►

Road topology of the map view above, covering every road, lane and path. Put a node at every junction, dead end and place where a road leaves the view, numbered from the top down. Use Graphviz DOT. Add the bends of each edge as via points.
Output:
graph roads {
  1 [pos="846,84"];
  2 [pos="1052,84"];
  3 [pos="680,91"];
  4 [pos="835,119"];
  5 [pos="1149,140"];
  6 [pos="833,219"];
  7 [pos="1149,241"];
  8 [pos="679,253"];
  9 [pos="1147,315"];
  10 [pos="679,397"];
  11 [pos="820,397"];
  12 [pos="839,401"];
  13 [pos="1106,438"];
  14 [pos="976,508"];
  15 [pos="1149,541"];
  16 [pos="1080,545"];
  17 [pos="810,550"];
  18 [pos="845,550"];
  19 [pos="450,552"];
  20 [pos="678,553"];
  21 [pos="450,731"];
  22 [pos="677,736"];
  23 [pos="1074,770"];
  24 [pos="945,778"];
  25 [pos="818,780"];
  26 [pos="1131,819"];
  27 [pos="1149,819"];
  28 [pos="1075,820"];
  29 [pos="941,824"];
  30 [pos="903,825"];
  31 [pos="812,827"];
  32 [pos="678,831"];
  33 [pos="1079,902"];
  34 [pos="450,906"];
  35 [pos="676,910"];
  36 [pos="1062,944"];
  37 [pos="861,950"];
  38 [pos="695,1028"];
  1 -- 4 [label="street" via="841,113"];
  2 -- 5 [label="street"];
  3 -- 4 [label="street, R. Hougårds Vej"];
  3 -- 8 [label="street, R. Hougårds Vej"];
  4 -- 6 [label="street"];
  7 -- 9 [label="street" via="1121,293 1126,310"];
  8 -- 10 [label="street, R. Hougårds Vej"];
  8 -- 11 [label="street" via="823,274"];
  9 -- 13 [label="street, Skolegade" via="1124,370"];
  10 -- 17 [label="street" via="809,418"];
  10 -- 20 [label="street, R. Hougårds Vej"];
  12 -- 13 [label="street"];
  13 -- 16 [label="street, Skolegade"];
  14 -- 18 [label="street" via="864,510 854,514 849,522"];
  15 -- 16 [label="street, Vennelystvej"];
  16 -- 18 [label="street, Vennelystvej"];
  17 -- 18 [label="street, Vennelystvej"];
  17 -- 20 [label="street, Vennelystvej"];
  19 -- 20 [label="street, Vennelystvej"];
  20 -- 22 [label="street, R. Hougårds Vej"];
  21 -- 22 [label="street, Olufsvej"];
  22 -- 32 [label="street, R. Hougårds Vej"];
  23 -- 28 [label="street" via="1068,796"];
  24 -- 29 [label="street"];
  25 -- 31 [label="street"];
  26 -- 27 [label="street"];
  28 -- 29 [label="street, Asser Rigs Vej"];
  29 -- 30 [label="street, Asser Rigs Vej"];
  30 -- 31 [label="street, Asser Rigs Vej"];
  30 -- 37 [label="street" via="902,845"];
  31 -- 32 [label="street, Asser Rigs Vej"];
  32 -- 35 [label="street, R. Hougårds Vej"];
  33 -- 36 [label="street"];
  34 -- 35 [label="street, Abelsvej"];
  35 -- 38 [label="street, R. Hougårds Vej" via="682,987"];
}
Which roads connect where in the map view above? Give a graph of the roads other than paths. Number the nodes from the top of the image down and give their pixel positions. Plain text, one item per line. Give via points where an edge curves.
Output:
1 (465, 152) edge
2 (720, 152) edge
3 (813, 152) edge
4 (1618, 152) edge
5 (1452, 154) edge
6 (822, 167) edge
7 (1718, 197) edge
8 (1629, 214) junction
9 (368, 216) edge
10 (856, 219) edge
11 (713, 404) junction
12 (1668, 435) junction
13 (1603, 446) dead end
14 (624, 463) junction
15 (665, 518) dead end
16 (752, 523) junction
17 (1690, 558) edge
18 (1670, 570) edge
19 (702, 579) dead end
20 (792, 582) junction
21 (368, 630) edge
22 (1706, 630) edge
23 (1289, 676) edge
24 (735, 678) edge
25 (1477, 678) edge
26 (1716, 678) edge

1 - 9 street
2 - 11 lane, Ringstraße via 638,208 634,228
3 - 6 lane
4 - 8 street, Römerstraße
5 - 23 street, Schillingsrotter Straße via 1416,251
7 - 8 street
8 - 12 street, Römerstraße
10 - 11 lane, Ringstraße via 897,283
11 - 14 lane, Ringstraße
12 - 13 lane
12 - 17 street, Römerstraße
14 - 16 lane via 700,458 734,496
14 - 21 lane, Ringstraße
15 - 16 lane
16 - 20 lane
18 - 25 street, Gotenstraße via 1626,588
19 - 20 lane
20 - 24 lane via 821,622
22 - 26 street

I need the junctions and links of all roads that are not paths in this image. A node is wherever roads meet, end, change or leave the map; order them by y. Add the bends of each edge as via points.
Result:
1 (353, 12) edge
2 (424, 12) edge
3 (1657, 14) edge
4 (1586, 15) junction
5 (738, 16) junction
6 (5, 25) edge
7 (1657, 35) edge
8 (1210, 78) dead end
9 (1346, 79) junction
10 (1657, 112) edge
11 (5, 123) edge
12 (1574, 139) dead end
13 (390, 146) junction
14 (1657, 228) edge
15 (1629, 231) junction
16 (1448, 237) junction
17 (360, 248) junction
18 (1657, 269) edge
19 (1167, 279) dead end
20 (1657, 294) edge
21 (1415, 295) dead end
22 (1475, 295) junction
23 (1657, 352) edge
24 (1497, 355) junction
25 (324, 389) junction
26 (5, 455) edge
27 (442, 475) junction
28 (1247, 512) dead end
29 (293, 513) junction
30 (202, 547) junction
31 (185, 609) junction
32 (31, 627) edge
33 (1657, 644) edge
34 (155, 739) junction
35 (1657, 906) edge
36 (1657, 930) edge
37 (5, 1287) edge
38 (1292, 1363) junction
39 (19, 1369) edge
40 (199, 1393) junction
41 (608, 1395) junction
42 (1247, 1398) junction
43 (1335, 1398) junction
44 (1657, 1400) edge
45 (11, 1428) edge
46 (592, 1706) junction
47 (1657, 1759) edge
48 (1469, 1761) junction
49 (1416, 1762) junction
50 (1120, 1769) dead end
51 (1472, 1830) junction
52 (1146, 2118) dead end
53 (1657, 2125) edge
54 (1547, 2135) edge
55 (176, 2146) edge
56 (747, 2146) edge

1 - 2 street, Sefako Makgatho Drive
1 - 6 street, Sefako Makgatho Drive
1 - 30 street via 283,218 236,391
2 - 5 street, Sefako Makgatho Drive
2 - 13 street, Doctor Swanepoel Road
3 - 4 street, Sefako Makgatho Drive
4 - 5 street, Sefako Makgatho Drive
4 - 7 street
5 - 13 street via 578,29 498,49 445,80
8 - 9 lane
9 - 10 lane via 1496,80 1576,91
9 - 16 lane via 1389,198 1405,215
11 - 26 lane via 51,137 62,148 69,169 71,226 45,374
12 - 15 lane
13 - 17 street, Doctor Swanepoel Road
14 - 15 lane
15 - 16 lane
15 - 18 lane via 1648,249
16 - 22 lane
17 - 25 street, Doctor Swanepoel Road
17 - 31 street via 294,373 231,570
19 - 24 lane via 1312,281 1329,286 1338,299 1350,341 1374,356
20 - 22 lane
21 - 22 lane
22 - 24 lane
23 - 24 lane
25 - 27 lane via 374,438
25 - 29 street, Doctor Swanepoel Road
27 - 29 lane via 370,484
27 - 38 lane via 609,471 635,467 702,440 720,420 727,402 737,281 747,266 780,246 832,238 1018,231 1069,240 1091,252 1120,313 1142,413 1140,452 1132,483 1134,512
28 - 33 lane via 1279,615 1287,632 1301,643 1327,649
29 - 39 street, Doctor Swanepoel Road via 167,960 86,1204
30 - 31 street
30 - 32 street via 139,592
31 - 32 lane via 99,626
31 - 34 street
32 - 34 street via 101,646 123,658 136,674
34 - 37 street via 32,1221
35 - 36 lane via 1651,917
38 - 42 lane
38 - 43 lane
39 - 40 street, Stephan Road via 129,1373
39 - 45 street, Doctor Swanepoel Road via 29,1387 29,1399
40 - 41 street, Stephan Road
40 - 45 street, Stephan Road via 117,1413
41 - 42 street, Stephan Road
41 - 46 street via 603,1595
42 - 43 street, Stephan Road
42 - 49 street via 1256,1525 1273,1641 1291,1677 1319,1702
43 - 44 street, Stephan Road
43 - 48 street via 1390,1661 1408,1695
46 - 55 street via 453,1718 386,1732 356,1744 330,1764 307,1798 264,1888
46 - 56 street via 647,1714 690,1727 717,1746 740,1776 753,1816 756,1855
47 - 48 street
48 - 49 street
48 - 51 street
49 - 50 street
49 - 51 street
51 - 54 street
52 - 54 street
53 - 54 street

◄

## What the task asks
Sift the material for lines that include the word "down", and copy each one.

## Written response
Road topology of the map view above, covering every road, lane and path. Put a node at every junction, dead end and place where a road leaves the view, numbered from the top down. Use Graphviz DOT. Add the bends of each edge as via points.
Which roads connect where in the map view above? Give a graph of the roads other than paths. Number the nodes from the top of the image down and give their pixel positions. Plain text, one item per line. Give via points where an edge curves.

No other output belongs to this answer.